A chave não está na predominância de uma delas mas sim na integração de ambas. Se, por um lado, as hard skills continuam a ser critérios de seleção absolutamente necessários, por outro, as soft skills são cada vez mais valorizadas num candidato. “As hard skills — excelência académica, capacidade de resolver problemas e capacidade analítica — continuam a ser critérios de seleção e vão continuar a ser sempre”, diz a diretora de recursos humanos da BCG.
Contudo, o mesmo destaque merecem as soft skills, que “são cada vez mais necessárias”. “Um aluno de uma escola de topo e com média de 18, mas que não consiga explicar se pratica um desporto, se faz voluntariado, se é escuteiro ou se intervém ativamente na comunidade — porque não o fez — é uma pessoa que não nos serve.
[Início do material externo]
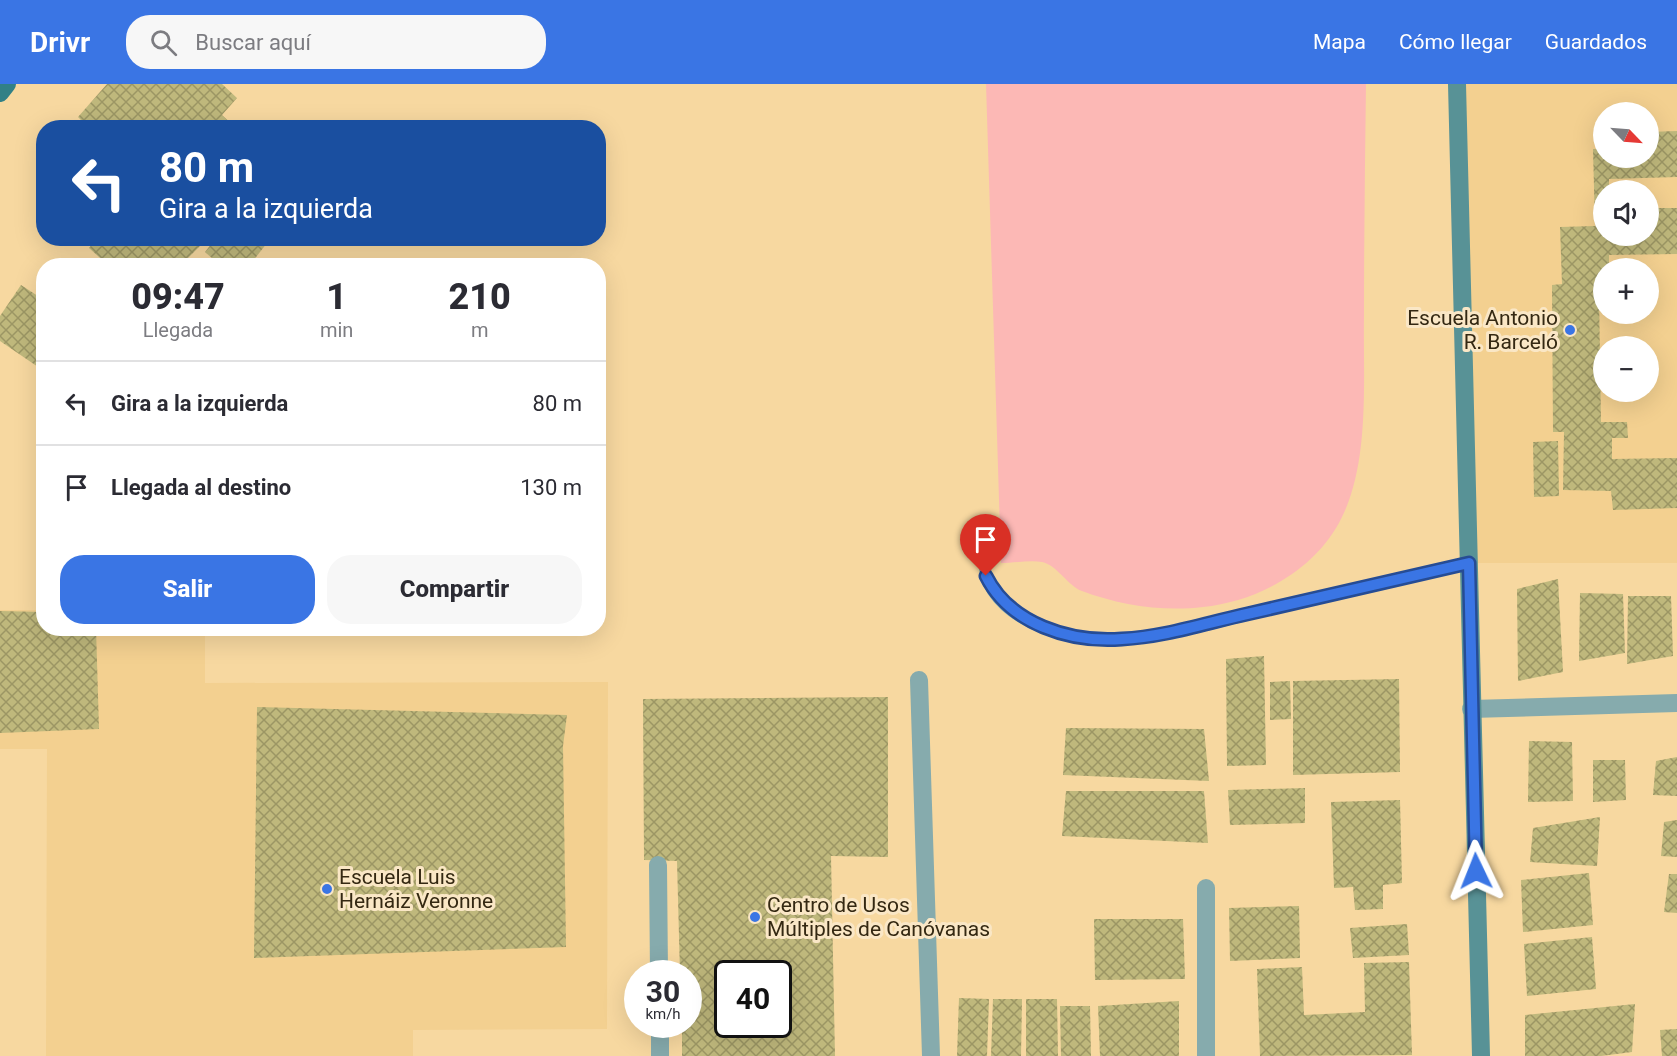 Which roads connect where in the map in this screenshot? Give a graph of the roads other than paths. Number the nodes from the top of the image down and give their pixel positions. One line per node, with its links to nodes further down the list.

Nós somos muito mais do que uma média, temos de ser pessoas completas, temos de ser capazes de olhar para o próximo. Não estou a querer denegrir o 18 mas, nos dias de hoje, não basta ter apenas o 18″, exemplifica.
Além dos conhecimentos mais académicos, Rita Mendia refere que, atualmente, são precisas pessoas com espírito de equipa, com orientação para resultados, com capacidade de empatizar e comunicar, com proatividade e flexibilidade. “Essas características comportamentais em pessoas tão novas desenvolvem-se, na minha opinião, nas atividades extracurriculares”, acrescenta.
Na Samsung, diz o diretor de recursos humanos, numa primeira fase são avaliados ambas as skills. Contudo, “as soft skills são o elemento diferenciador na fase final do processo”.